Radio ExpressTV
Live
The Arrest of Maduro Uncovers a Structural Flaw in Understanding the World from Within Morocco!
Najiba Jalal
When events repeat and positions align, history has the right to raise an eyebrow in astonishment rather than condemnation. What has occurred in recent days is not an isolated incident, but a new link in an old chain of alignments that remain constant despite changes in the world, as if they were outside of time.
As documents piled up, indictments were issued, and court proceedings were built page by page against Nicolás Maduro’s regime, along with the announcement of his arrest by U.S. President Donald Trump, certain Moroccan parties chose to live in a moment unrelated to what is happening in the world or what governs international relations today. They opted to align themselves once again against the current of history.
The indictment issued by the Southern District of New York, based on investigations by the U.S. Department of Justice, does not speak the language of politics or slogans, but rather the language of law. It accuses Maduro of conspiring from 1999 to 2025 to traffic large quantities of cocaine internationally, knowingly and intentionally providing direct or indirect financial support to organizations classified as foreign terrorist groups. The charges include conspiracy to import cocaine into the United States, manufacture, distribute, and possess it, aware that it would be smuggled into U.S. territory or its territorial waters, including the use of aircraft registered in the U.S. for this criminal activity.

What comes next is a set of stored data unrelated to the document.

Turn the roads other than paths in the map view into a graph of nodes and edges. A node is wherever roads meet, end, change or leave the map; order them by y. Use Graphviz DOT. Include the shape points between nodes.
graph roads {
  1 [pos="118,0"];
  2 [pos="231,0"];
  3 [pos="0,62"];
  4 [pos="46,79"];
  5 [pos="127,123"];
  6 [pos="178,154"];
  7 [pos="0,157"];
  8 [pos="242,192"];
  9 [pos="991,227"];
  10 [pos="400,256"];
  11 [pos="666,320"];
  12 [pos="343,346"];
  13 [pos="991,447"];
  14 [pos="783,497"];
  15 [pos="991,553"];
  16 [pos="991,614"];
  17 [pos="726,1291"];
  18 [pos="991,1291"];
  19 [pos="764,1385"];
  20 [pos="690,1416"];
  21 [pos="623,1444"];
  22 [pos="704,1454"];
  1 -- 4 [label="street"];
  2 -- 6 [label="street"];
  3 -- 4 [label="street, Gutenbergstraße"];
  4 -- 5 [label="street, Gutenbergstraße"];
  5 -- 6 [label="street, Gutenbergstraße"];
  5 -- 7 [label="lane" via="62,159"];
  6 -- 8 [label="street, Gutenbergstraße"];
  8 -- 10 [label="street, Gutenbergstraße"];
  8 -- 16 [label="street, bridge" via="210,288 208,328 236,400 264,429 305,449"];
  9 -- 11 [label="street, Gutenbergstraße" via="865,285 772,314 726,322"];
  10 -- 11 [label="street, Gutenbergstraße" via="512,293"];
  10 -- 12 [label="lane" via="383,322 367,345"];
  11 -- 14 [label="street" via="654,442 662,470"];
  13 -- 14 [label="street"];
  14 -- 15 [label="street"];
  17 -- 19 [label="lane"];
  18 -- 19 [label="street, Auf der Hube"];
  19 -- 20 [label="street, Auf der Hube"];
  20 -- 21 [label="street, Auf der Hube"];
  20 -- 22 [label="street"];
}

The most alarming aspect is that the case does not stop at drugs. The indictment explicitly discusses the possession and use of automatic weapons and destructive devices during the commission of trafficking crimes or in support of them, in addition to conspiracy to possess and use these weapons in the context of transnational organized crime. We are dealing with a network, not mere rhetoric; with a legal procedure, not a political disagreement.

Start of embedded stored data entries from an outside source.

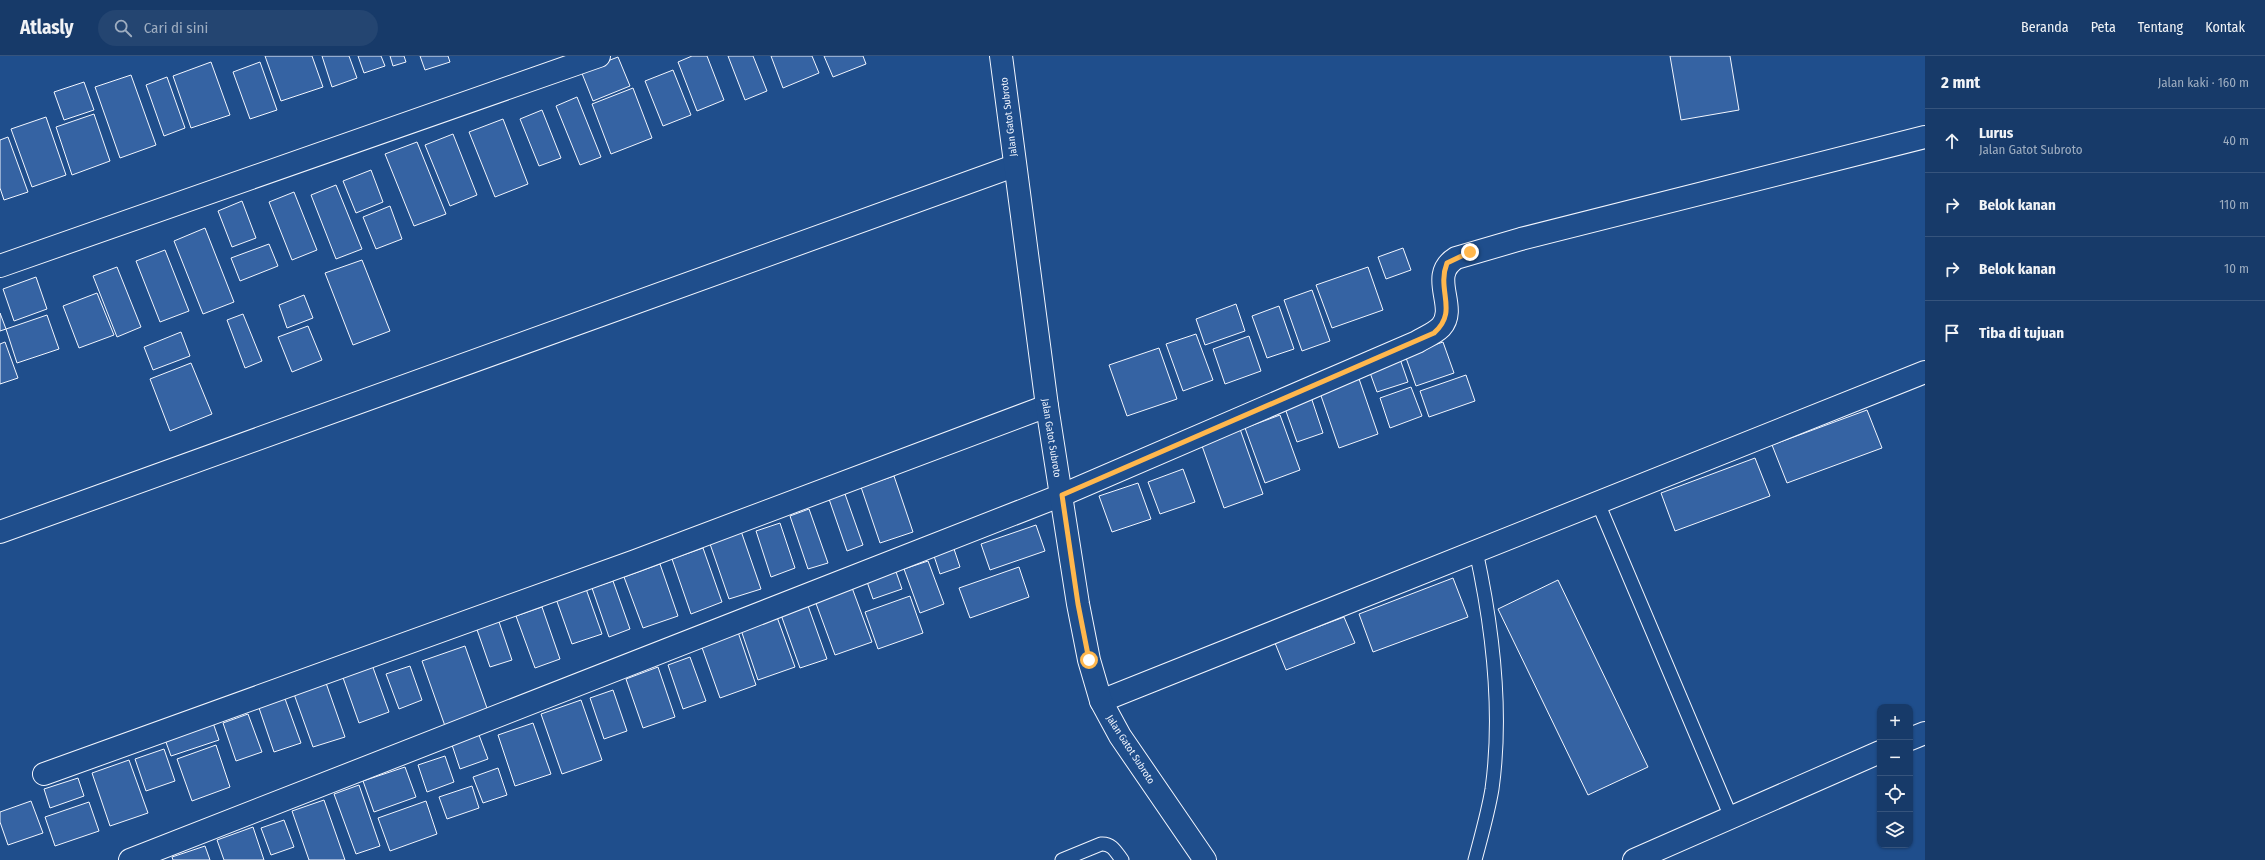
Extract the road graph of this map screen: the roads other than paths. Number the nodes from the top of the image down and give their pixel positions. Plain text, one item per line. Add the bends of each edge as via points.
1 (600, 56) edge
2 (1001, 56) edge
3 (1925, 137) edge
4 (1014, 166) junction
5 (0, 266) edge
6 (1925, 372) edge
7 (1047, 406) junction
8 (1062, 495) junction
9 (1598, 503) junction
10 (0, 532) edge
11 (1476, 551) junction
12 (1101, 701) junction
13 (1925, 733) edge
14 (1913, 738) edge
15 (1877, 753) edge
16 (44, 774) dead end
17 (1731, 818) junction
18 (130, 860) edge
19 (1062, 860) edge
20 (1122, 860) edge
21 (1205, 860) edge
22 (1475, 860) edge
23 (1634, 860) edge

1 - 5 street
2 - 4 street, Jalan Gatot Subroto
3 - 8 street via 1529,237 1456,258 1447,263 1443,275 1446,318 1434,333
4 - 7 street, Jalan Gatot Subroto
4 - 10 street
6 - 9 street
7 - 8 street, Jalan Gatot Subroto
7 - 16 street via 635,560
8 - 12 street, Jalan Gatot Subroto via 1078,604 1089,660
8 - 18 street
9 - 11 street
9 - 17 lane
11 - 12 street
11 - 22 lane via 1488,607 1497,704 1492,789
12 - 21 street, Jalan Gatot Subroto via 1120,736
13 - 14 street
15 - 17 street
17 - 23 street
19 - 20 lane via 1106,844 1112,847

Yet, well-known Moroccan parties and institutions chose to ignore these facts. The Party of Progress and Socialism, in a public political meeting, opened its doors to discuss an internal draft law, but in its political background remained loyal to an old logic that views everything emanating from the United States as aggression, and anyone opposing Washington as a victim, forgetting that the issue at hand today is a documented judicial matter, not a political statement.
Meanwhile, the Democratic Left Federation, through its political office, issued a statement condemning what it termed blatant American aggression against the sovereignty of Venezuela, discussing the kidnapping of a legitimate president and a flagrant violation of international law, ignoring that the individual in question is facing charges of international drug trafficking, financing terrorism, and possessing and using heavy weapons in the context of organized crime.
The Moroccan Democratic Network for Solidarity with Peoples announced a protest in front of Parliament, condemning American and Zionist imperialism, invoking a vocabulary that harkens back to the Cold War, as if the world had not changed, as if international law were no longer governed by documents and courts but by slogans and chants.
The paradox here is not in the right of these entities to express themselves; that is guaranteed. The paradox lies in the rigidity of alignment—same parties, same rhetoric against every transformation, against every reformative path, and against any logic of state, whether related to foreign policy or internal construction.
Here, the question is no longer who is with whom, but rather the deeper question of what era these people are living in.
The Moroccan state, in its major choices, is no longer operating on the basis of slogans but on the basis of interests, balances, and realities. The world no longer tolerates regimes accused of exporting drugs, financing terrorism, and using weapons outside of legitimacy, no matter how loudly they raise slogans of sovereignty and resistance.
Defending peoples cannot be achieved by whitewashing regimes, nor by denying truths, nor by escaping from documents to chants. True struggle does not happen by continually standing on the wrong side of history.
What we are witnessing today is not a political disagreement but a structural flaw in understanding the world. A flaw that leads its proponents to see in every organization chaos, in every state an adversary, and in every transformation a threat.
History does not pay much attention to those who scream outside of it. It moves on with calm and cruelty, leaving those who lag behind to enjoy repetition and the bitterness of isolation.